For this reason, IBM's business and tech consulting wing, IBM iX, is going to launch a blockchain-based tracker for digital media transactions that will monitor the flow of money from advertisers and if their commercials are showing up in the right places. The agency will work together with software supplier Mediaocean to reach their goal, Cointelegraph reported.
The tracker will be designed to act as an overseer to combat digital ad fraud by ensuring that payment is funneled to the right channels. Babs Rangaiah, global marketing partner of IBM iX, said that the platform will monitor the distribution of payment among media players and take out middlemen, who are unneeded in conducting transactions.
"Once you identify where the money is going, who the players are and what each of them is doing, I think you'll see some redundancies in the supply chain that will allow some of that production money now going to the middle players to come back and hit the publishers," Rangaiah explained.
And true to the benefits of the blockchain, the tracker will also decrease the time and expenditure of media transactions.
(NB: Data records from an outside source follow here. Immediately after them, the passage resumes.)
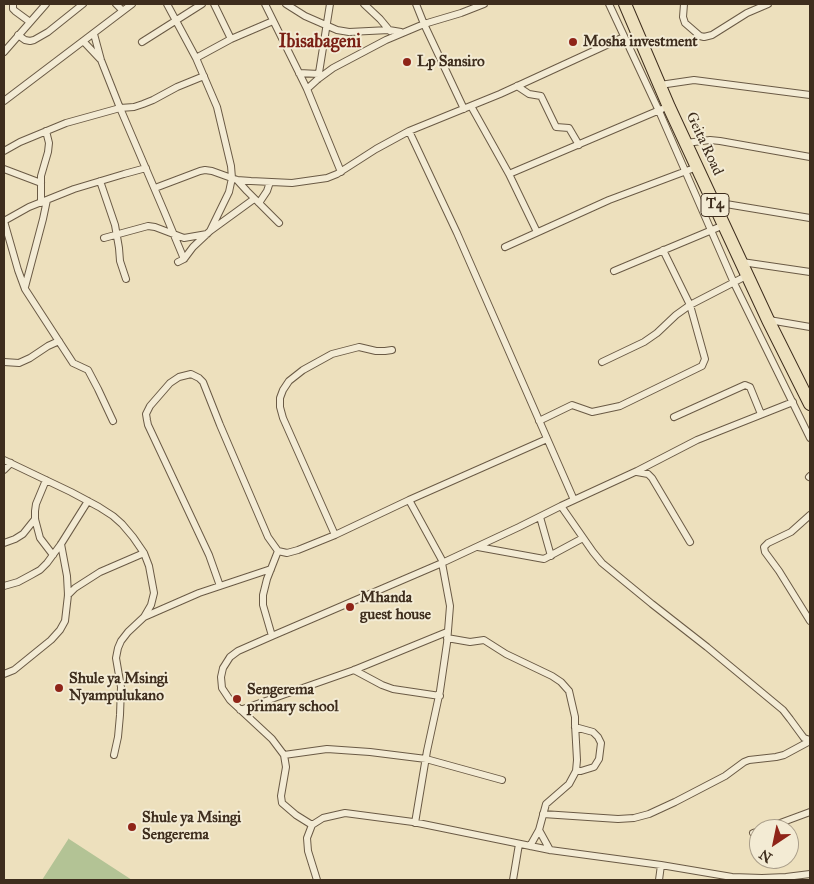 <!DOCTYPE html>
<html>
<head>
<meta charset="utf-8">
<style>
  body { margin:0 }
  #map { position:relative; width:814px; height:884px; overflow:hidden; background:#ede0bd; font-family:"IM FELL Great Primer",serif }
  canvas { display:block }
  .frame { position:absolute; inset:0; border:5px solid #3e2d1d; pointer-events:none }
  .north { position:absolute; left:749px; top:819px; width:50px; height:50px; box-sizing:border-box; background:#f3ebd4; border:1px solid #ab9f8b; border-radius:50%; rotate:214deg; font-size:14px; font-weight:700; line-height:20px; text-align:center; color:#3e2d1d }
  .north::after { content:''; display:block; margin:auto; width:18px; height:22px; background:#8f2418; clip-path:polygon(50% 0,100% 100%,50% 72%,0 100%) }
</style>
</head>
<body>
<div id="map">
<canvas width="814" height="884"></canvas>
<div class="frame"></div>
<div class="north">N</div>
</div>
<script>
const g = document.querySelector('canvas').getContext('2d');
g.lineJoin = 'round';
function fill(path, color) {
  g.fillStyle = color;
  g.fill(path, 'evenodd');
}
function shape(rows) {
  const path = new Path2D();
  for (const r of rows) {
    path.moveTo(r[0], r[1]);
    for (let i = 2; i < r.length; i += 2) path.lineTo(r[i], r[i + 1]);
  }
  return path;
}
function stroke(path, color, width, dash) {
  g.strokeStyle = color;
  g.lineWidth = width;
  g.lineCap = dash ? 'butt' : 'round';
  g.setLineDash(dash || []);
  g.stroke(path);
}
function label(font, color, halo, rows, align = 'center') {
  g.font = font + ' "IM FELL Great Primer",serif';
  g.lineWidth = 4;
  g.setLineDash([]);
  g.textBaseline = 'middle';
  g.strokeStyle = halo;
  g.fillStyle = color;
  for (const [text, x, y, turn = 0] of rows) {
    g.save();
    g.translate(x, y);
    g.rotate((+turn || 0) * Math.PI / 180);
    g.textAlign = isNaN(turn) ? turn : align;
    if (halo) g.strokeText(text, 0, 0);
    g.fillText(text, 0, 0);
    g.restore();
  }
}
fill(shape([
  [69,838,69,839,132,880,42,880]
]), '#b3c395');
const street = shape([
  [13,4,13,9,15,11,30,22],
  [116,4,123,11],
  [167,4,196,58,217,107,231,166,232,178,229,192,210,231],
  [214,4,231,39],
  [265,4,307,89,341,172],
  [286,4,305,16,337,30,349,32,389,30,401,32],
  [364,4,380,19,390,31],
  [416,4,424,24,464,109],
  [609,4,659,111,734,283,810,438],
  [684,4,683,17,685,23,700,36,704,37,712,35,747,13,768,4],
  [94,34,101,60,120,108,164,211,184,259],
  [18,35,25,40,30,41,34,40,48,32,83,4],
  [84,42,100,59],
  [142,42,202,4],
  [4,52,46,4],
  [196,58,231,39,273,21],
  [299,73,319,74],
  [318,79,330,4],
  [660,85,694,80,810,95],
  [517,86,529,94,541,96,556,127,569,128,579,145],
  [307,89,318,79,333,68,386,40,424,24,461,13,484,4],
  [4,101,132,4],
  [471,106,509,174,537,232],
  [409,131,457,233,574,500],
  [686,143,710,140,720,141,810,157],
  [4,151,20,142,66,123,120,108,134,107,143,104,153,100,177,87,204,76],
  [4,169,41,183],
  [509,174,662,109],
  [237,180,247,191,279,223],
  [100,181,115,225,119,248,120,261,126,279],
  [155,188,200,171,205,170,212,171,237,180,251,181,292,183,327,178,337,174,376,149,409,131,500,94,624,37],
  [714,202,810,218],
  [41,203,41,176,48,152,49,143,46,131],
  [259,203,267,191,270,182],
  [4,221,18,270,25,289,73,363,88,370,98,389,113,421],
  [4,221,29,207,74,189,124,174,146,168],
  [104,238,148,226,155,227,184,238,207,234],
  [505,247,609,200,697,167],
  [178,262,184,259,193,247,210,231,254,199],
  [742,262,810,272],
  [614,271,724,225],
  [25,287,43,219,47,200],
  [769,320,810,327],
  [4,362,19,363,30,358,48,346,59,341],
  [602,362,644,342,657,333,676,315,690,305,748,275],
  [674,417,745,385,750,387,761,414],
  [539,421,572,405,592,412,620,406,702,366,705,359,690,305,663,250],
  [4,460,71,492,99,507,113,516,122,524,133,537,144,553,149,566,154,593,151,605,144,617,128,632,121,641,118,648,116,658,121,687,120,715,118,737,114,755],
  [4,470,11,463],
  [637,472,648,474,652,478,690,542],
  [809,477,810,476],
  [46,480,36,504,35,511,35,519,40,538,53,555],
  [409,500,443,562],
  [561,506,593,552,602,563,652,604,707,647,783,710,790,719,801,734,804,738,810,740],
  [810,515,791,532,768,543,764,547,765,552,779,571,810,621],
  [540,517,551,556],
  [335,535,283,418,280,407,280,398,283,390,289,381,303,370,332,354,359,347,376,351,385,351,392,350],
  [4,543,15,539,23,534,35,519],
  [478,547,544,559,583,538],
  [4,586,18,582,31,575,40,570,47,563,61,544,88,501],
  [220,586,209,555,148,425,147,420,146,414,150,406,170,383,179,377,191,374,199,378,203,382,220,425,268,537,278,551,287,553,298,550,335,535,409,500,547,439],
  [68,595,75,588,100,572,144,553],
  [144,617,199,593,271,569],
  [272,636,263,605,263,595,267,579,278,551],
  [447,638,470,642,484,640,506,654,552,676,561,682,569,691,575,717,575,724,577,760,576,771,569,784,546,804,539,830,530,846],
  [354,670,382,685,393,689,440,696],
  [4,674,14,670,51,640,60,630,65,621,68,595,67,576,61,544],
  [240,710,354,670,447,632],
  [575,727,593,732,598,737,601,743,599,759,594,767,581,771,576,771],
  [284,755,327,749,370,752,426,759,502,780],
  [543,814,618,819,634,818,649,814,675,802,725,776,744,762,749,760,776,757,784,755,810,741],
  [415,823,427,751,440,691,447,643,450,606,442,563],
  [312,825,296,815,282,803,281,796,286,767,284,755,272,739,230,700,222,688,221,677,223,668,230,657,238,651,272,636,442,563,519,527,561,506,637,471,697,440,793,402],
  [764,829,810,812],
  [539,830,550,850],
  [753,833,759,831],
  [317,880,308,851,307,838,312,825,323,818,345,813,413,822,550,850,661,865,732,877,762,878,786,877,810,874],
  [513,880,519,844],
  [659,880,661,865]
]);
const highway = shape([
  [625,4,669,107,768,320,810,404]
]);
stroke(street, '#6a5a45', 8);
stroke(highway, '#3e2d1d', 14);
stroke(street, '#f3ebd4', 6);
stroke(highway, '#ede0bd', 12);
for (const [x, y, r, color] of [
  [573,42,5,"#8f2418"],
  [407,62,5,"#8f2418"],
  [350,607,5,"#8f2418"],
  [59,688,5,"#8f2418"],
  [237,699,5,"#8f2418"],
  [132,827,5,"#8f2418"]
]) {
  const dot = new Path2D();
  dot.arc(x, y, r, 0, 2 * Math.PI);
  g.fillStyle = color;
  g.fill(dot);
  stroke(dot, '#f3ebd4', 2);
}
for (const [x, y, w] of [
  [715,205,28]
]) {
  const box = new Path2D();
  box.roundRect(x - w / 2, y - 11.5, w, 23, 4);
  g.fillStyle = '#f3ebd4';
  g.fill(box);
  stroke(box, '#3e2d1d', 1);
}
label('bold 14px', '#3e2d1d', null, [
  ["T4",715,205]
]);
label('bold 15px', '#3e2d1d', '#f3ebd4', [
  ["Mosha investment",583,42],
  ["Lp Sansiro",417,62],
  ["Mhanda",360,598],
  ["guest house",360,615],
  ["Shule ya Msingi",69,679],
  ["Nyampulukano",69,696],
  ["Sengerema",247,690],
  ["primary school",247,707],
  ["Shule ya Msingi",142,818],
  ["Sengerema",142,835]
], 'left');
label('15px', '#3e2d1d', '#f3ebd4', [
  ["Geita Road",704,144,65]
]);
label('bold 18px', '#7a1f14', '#f3ebd4', [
  ["Ibisabageni",320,43]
]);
</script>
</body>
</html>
The agency’s project is slated to include deals with Unilever, Pfizer, Kellogg, Watson, and Kimberly-Clark Corp. These companies were chosen so as to prevent competitive overlaps among them, but the project will eventually encompass different corporations once foundations have been established.
Bill Wise, CEO of Mediaocean, said that the tracker will be incorporated by companies operating in the digital media economy by 2019. "I started looking at this as not necessarily a moneymaker for Mediaocean, but as something the industry needs," he said.
He went on to cite one of the wrinkles that companies face, which is what the Association of National Advertisers call “ad-tech tax,” a complicated network of middlemen where 60 cents of every digital media dollar is allocated. The tracker will iron this wrinkle out by providing transparency when it comes to who the advertisers are paying and for what.